• [YOUR GOAL]:
Extract each line from the entries below that has the string "Phuoc" in it.
:: GIVEN INFORMATION
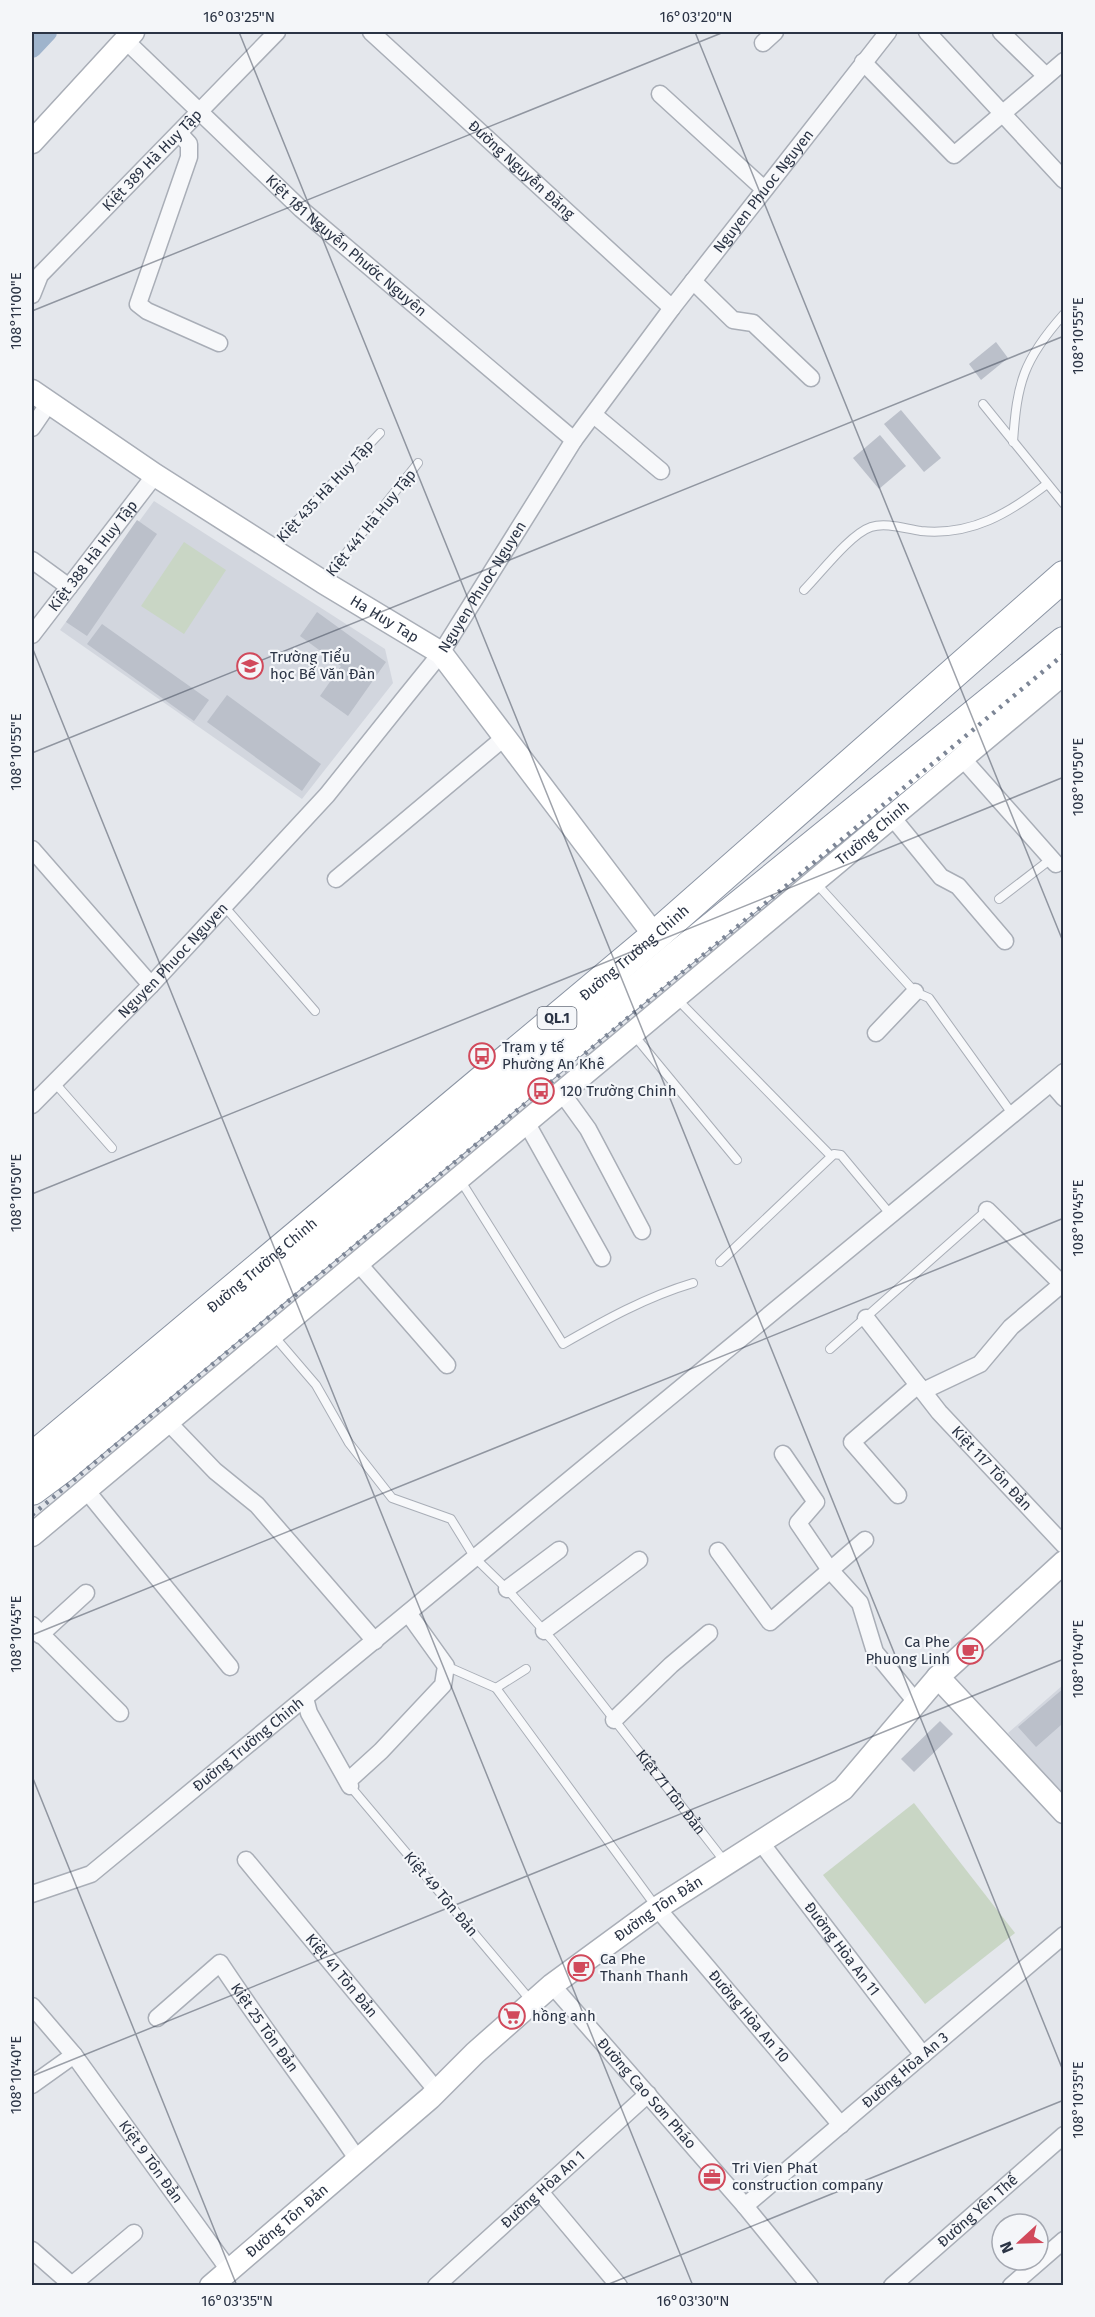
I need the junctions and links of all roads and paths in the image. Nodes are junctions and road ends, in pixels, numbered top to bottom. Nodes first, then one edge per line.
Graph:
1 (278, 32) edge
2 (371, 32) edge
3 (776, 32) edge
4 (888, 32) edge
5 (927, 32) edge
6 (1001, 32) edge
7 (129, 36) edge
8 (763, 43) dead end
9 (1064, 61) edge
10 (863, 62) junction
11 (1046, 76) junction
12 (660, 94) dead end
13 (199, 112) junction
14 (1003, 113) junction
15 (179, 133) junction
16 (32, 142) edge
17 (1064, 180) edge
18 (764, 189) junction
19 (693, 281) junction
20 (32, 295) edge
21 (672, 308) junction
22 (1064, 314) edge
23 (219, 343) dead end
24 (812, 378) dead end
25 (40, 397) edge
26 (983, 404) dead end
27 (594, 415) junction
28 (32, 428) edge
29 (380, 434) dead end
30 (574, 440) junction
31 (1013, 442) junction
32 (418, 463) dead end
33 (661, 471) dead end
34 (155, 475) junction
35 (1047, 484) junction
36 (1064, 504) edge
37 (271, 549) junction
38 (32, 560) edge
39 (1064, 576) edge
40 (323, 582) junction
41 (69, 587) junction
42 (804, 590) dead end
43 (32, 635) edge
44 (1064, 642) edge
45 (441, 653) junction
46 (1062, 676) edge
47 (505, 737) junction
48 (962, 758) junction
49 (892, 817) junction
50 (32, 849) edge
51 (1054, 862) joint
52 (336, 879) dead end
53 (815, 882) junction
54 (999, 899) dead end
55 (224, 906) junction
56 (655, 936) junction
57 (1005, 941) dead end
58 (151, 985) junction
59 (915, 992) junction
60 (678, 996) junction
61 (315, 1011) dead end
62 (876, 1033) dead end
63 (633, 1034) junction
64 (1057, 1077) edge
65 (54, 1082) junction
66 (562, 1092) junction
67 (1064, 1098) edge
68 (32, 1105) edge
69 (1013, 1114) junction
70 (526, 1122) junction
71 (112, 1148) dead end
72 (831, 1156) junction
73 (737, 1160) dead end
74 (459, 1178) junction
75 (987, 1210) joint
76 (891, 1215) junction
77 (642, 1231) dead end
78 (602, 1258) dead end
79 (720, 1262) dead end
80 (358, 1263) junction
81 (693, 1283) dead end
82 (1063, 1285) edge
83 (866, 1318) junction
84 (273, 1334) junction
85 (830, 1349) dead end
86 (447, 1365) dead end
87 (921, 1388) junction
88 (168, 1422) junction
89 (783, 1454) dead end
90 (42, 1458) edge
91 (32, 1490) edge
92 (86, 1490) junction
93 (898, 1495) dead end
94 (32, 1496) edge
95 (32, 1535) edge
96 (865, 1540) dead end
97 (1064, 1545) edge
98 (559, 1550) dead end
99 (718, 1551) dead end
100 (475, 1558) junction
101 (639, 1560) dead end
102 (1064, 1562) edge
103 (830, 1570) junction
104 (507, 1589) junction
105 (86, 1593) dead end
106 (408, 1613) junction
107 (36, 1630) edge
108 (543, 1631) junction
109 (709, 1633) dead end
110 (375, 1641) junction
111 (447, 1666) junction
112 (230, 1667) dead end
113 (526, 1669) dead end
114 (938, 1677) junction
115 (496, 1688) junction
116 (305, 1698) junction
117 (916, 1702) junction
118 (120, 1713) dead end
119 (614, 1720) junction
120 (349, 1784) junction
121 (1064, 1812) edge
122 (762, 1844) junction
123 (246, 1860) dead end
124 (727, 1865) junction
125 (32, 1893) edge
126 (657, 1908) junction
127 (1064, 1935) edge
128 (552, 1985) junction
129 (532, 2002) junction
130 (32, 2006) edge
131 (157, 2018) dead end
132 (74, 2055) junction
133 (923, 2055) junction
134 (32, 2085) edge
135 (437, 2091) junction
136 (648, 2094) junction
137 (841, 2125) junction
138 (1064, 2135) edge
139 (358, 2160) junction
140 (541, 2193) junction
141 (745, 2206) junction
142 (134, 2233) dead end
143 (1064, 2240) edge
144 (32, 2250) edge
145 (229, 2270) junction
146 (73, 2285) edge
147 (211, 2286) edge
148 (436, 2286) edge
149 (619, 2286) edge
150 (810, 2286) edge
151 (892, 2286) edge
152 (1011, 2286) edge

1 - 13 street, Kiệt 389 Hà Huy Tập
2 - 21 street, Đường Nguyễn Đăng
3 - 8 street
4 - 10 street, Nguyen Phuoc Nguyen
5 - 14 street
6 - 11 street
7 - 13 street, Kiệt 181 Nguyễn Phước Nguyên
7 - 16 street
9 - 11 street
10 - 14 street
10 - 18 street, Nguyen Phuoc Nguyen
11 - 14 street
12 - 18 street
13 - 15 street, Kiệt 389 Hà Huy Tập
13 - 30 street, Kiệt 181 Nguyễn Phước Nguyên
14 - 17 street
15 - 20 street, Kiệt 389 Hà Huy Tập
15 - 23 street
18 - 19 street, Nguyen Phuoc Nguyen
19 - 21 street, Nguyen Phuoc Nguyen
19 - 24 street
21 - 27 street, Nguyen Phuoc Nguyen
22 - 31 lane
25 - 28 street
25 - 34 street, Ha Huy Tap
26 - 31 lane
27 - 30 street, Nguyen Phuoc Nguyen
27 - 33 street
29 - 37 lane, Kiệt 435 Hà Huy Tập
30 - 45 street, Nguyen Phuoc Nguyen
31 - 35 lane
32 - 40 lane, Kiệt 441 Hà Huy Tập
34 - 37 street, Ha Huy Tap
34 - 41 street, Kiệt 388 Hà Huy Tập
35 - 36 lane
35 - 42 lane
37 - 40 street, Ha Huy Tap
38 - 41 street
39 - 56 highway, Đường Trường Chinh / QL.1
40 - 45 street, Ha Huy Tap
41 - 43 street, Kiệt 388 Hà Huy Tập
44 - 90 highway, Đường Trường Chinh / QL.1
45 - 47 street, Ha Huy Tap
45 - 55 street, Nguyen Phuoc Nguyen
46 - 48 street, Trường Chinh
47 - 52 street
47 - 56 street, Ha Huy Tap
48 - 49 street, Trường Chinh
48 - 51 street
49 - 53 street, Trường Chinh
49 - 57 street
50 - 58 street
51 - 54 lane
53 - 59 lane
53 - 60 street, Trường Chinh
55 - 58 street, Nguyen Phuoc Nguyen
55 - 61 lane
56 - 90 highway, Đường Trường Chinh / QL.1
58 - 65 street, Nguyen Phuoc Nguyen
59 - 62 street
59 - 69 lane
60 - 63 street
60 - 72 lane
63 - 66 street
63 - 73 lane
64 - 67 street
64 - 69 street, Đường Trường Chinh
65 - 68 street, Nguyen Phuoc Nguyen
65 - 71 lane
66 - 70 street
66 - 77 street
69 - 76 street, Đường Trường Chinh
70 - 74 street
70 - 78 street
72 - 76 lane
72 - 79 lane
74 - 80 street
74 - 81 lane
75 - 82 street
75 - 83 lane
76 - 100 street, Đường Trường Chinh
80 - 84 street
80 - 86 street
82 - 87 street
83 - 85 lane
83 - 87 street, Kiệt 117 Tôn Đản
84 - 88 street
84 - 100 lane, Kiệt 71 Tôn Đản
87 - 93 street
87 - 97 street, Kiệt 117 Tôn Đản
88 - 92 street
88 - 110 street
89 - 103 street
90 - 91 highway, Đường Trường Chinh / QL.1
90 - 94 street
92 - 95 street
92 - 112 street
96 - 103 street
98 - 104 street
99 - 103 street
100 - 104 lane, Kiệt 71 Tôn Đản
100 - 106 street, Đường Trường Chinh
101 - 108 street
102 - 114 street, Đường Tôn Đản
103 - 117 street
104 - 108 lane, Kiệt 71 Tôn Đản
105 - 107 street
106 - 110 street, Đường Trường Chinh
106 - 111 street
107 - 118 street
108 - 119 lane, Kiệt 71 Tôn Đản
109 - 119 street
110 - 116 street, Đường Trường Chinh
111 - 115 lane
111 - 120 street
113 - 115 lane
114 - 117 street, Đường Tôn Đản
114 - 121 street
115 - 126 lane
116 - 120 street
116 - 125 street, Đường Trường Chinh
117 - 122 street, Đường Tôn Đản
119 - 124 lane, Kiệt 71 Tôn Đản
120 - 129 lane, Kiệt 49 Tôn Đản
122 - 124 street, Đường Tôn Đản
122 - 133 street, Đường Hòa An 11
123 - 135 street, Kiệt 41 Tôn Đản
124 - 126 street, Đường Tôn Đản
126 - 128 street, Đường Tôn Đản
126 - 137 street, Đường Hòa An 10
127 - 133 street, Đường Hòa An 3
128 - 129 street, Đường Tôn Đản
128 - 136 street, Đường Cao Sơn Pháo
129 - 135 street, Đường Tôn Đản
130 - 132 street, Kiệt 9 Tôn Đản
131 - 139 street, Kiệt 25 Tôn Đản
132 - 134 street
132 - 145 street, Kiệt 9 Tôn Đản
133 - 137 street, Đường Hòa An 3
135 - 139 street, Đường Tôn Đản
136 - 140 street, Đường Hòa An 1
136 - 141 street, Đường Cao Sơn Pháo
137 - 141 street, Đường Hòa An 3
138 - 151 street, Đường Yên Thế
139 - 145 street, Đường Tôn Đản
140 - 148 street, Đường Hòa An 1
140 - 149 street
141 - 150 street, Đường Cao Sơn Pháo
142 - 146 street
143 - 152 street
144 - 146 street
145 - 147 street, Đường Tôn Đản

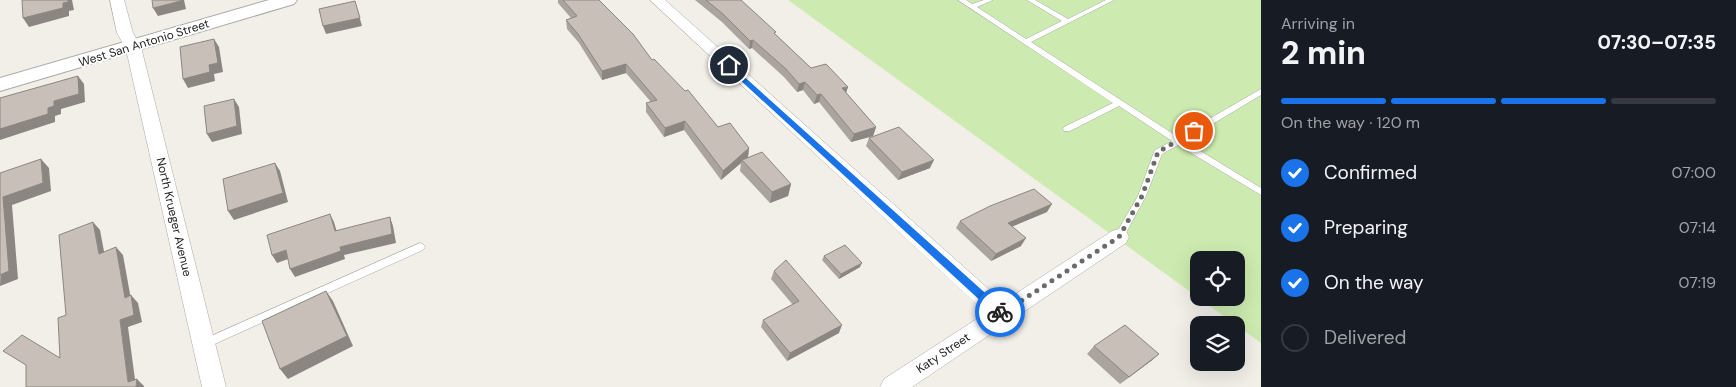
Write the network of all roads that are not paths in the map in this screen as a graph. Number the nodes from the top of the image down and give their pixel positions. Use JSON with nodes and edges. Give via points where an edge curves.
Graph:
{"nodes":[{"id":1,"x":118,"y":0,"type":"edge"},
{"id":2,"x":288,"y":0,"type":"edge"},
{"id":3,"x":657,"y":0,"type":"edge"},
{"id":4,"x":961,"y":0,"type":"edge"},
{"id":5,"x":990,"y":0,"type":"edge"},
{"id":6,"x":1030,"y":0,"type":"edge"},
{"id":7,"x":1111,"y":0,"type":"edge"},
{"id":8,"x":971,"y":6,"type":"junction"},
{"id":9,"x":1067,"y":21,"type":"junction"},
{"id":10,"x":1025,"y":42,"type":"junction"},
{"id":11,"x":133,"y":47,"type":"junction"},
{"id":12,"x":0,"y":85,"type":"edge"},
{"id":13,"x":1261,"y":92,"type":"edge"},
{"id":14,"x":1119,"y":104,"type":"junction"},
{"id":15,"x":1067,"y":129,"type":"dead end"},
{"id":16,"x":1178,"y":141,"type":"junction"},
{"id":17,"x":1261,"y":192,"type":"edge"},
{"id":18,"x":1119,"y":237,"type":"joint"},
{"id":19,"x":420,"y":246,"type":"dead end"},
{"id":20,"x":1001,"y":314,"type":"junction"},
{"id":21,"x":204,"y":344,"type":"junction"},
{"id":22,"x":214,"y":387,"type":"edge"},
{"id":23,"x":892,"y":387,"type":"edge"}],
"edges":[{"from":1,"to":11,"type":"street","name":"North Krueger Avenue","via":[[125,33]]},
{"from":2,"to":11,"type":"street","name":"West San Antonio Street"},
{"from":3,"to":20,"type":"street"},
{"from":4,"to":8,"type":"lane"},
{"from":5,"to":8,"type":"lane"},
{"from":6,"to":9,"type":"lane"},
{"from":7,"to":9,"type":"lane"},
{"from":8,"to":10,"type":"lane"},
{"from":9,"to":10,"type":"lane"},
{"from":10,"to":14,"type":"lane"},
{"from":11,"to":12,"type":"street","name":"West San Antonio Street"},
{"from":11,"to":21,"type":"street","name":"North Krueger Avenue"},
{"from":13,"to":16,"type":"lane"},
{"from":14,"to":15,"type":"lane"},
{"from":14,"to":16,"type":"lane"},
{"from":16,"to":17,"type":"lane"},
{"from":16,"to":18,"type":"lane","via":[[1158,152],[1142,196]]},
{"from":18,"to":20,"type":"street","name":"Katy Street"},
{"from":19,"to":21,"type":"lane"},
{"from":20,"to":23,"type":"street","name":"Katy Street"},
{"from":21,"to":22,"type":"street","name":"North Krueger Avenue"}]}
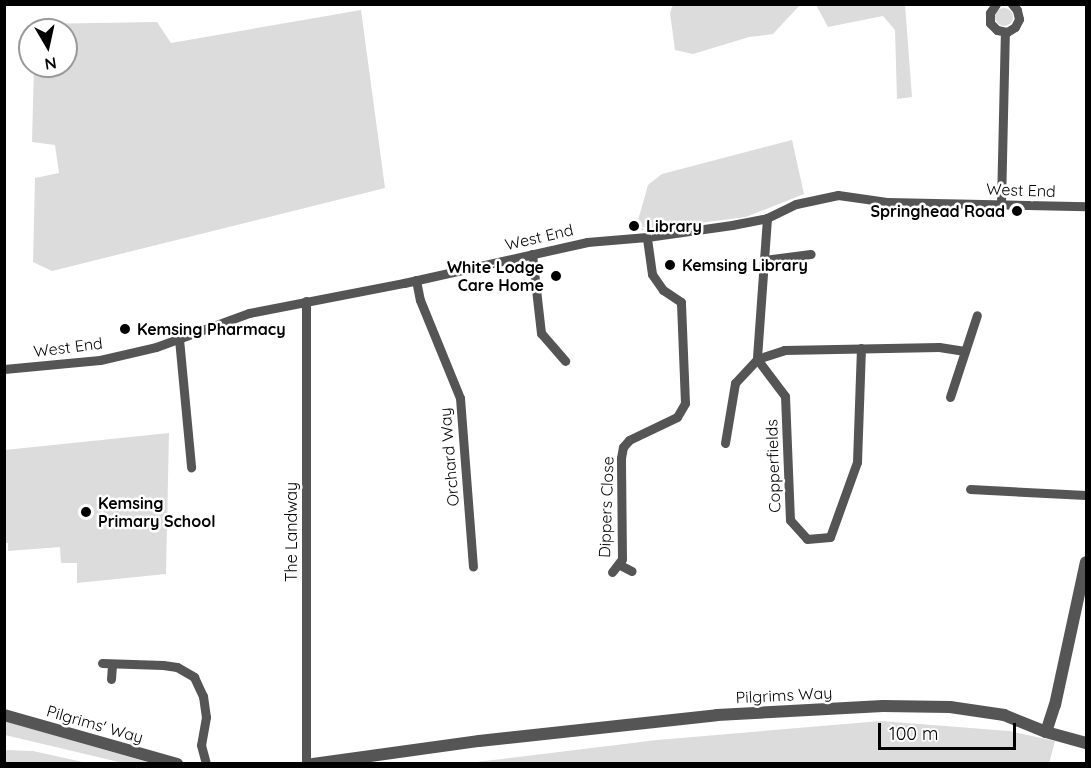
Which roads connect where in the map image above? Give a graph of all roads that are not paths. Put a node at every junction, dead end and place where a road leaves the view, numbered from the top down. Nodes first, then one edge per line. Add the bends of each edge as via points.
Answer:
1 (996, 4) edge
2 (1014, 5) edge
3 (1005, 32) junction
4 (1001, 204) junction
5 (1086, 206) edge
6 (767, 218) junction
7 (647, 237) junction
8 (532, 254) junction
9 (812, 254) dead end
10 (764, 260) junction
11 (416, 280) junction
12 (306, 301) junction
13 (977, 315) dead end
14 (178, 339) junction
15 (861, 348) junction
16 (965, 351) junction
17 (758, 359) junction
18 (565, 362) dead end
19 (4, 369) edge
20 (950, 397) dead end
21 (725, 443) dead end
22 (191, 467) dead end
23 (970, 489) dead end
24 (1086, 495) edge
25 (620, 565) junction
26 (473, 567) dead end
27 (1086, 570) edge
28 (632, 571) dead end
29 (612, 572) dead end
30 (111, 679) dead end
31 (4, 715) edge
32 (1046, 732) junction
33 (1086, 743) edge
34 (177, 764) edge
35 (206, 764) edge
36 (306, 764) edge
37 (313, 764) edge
::::
• [SOLUTION FOR THIS EXERCISE]:
4 - 10 street, Nguyen Phuoc Nguyen
10 - 18 street, Nguyen Phuoc Nguyen
18 - 19 street, Nguyen Phuoc Nguyen
19 - 21 street, Nguyen Phuoc Nguyen
21 - 27 street, Nguyen Phuoc Nguyen
27 - 30 street, Nguyen Phuoc Nguyen
30 - 45 street, Nguyen Phuoc Nguyen
45 - 55 street, Nguyen Phuoc Nguyen
55 - 58 street, Nguyen Phuoc Nguyen
58 - 65 street, Nguyen Phuoc Nguyen
65 - 68 street, Nguyen Phuoc Nguyen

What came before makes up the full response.